1. Field of the Invention
The present invention relates to Radio Frequency Identification (RFID) labels and tags, and more particularly to RFID tags that allow more efficient operation of a printer system.
2. Related Art
Typically, products stored in cartons or boxes are identified by a label on the outside of the carton or box. Identifying information may also be printed directly onto the carton with inkjet or any other suitable printing technology. The label may have optically readable information, such as a UPC barcode. These labels allow optical readers using a laser beam to scan the information contained thereon, such as description, price, date packaged, or any other usable data. One disadvantage of optically readable labels is that the optical reader and the label must be within a specific spatial relationship to each other, such as within a line of sight or along a perpendicular scan direction, or is limited in range by the optical reader.

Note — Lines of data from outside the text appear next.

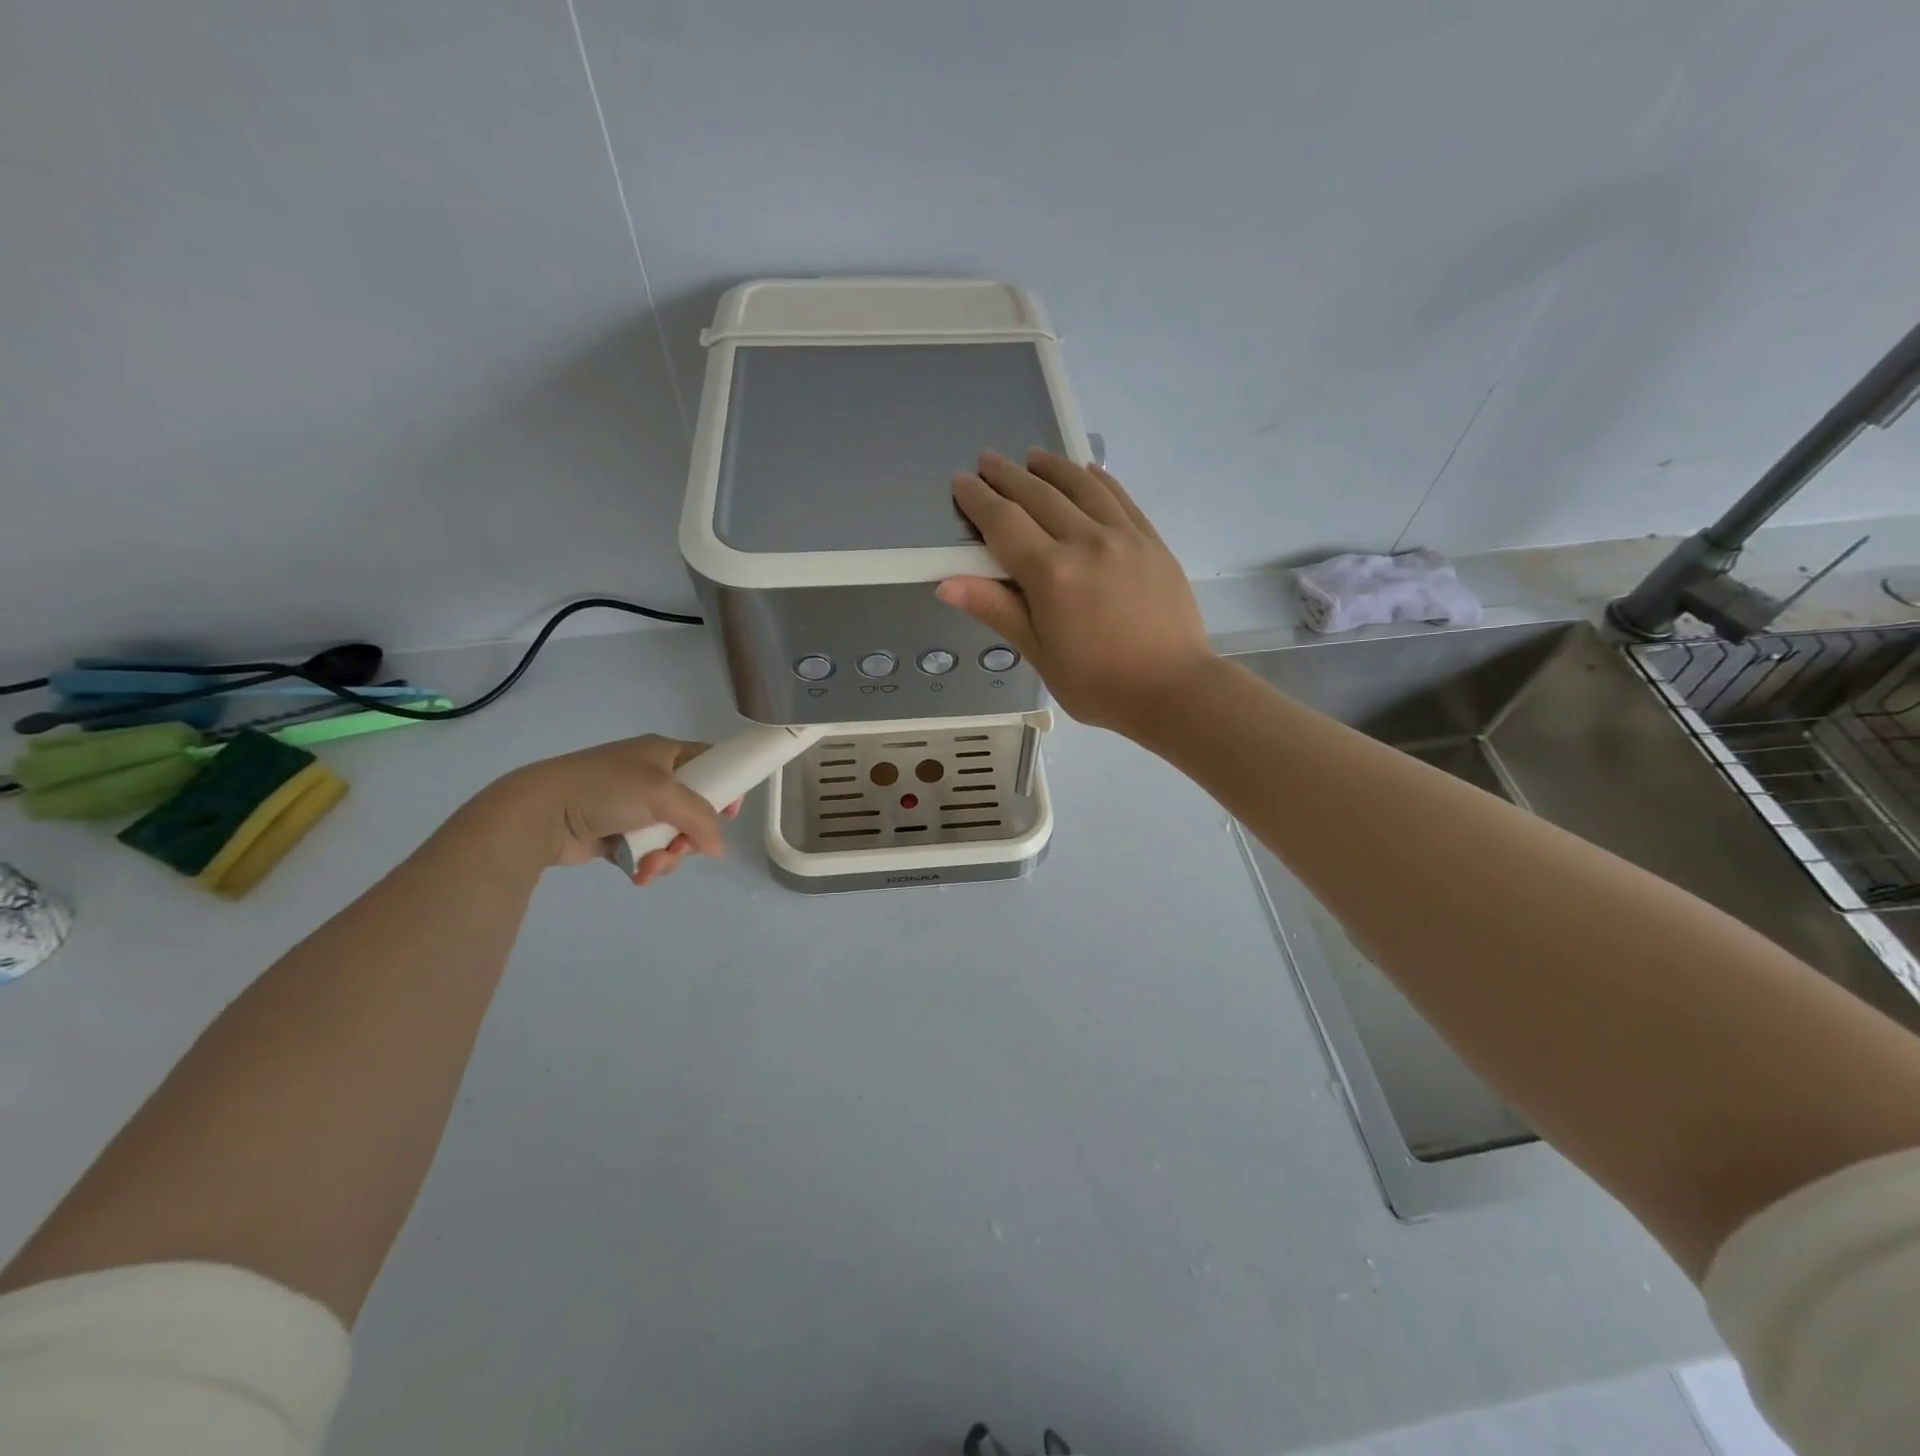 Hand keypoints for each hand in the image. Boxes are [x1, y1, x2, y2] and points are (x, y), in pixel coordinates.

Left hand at [482, 735, 738, 882]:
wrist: (542, 813)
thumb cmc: (607, 789)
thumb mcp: (664, 794)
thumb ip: (701, 819)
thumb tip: (717, 849)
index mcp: (663, 753)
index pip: (709, 763)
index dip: (725, 785)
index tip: (729, 813)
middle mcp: (650, 777)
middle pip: (694, 808)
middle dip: (692, 835)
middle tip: (682, 846)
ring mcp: (632, 808)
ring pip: (672, 836)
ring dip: (669, 855)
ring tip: (651, 864)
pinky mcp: (616, 835)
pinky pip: (648, 852)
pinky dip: (648, 864)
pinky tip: (639, 873)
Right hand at [937, 449, 1214, 736]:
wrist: (1174, 689)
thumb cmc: (1098, 684)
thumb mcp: (1040, 654)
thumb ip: (997, 611)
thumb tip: (947, 584)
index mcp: (1051, 574)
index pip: (1004, 523)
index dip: (979, 500)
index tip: (962, 482)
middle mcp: (1086, 542)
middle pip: (1039, 496)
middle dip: (1008, 475)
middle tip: (988, 460)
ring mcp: (1124, 537)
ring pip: (1081, 487)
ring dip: (1052, 468)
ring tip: (1033, 456)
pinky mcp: (1152, 541)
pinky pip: (1121, 498)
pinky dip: (1099, 480)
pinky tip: (1087, 472)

A more recent type of label uses RFID or Radio Frequency Identification tags to store information. RFID uses radio frequency signals to acquire data from RFID tags within range of an RFID reader. RFID transponders or tags, either active or passive, are typically used with the RFID reader to read information from the RFID tag embedded in a label. RFID tags and labels can be obtained through companies, such as Alien Technology Corporation of Morgan Hill, Calif. A typical RFID reader/writer energizes transponder circuitry in the tag by transmitting a power signal. The power signal may convey data which can be stored in a transponder memory, or the transponder circuitry may transmit a response signal containing data previously stored in its memory. If the transponder circuitry transmits a response signal, the RFID reader/writer receives the response signal and interprets the stored data. The data is then transmitted to a host computer for processing.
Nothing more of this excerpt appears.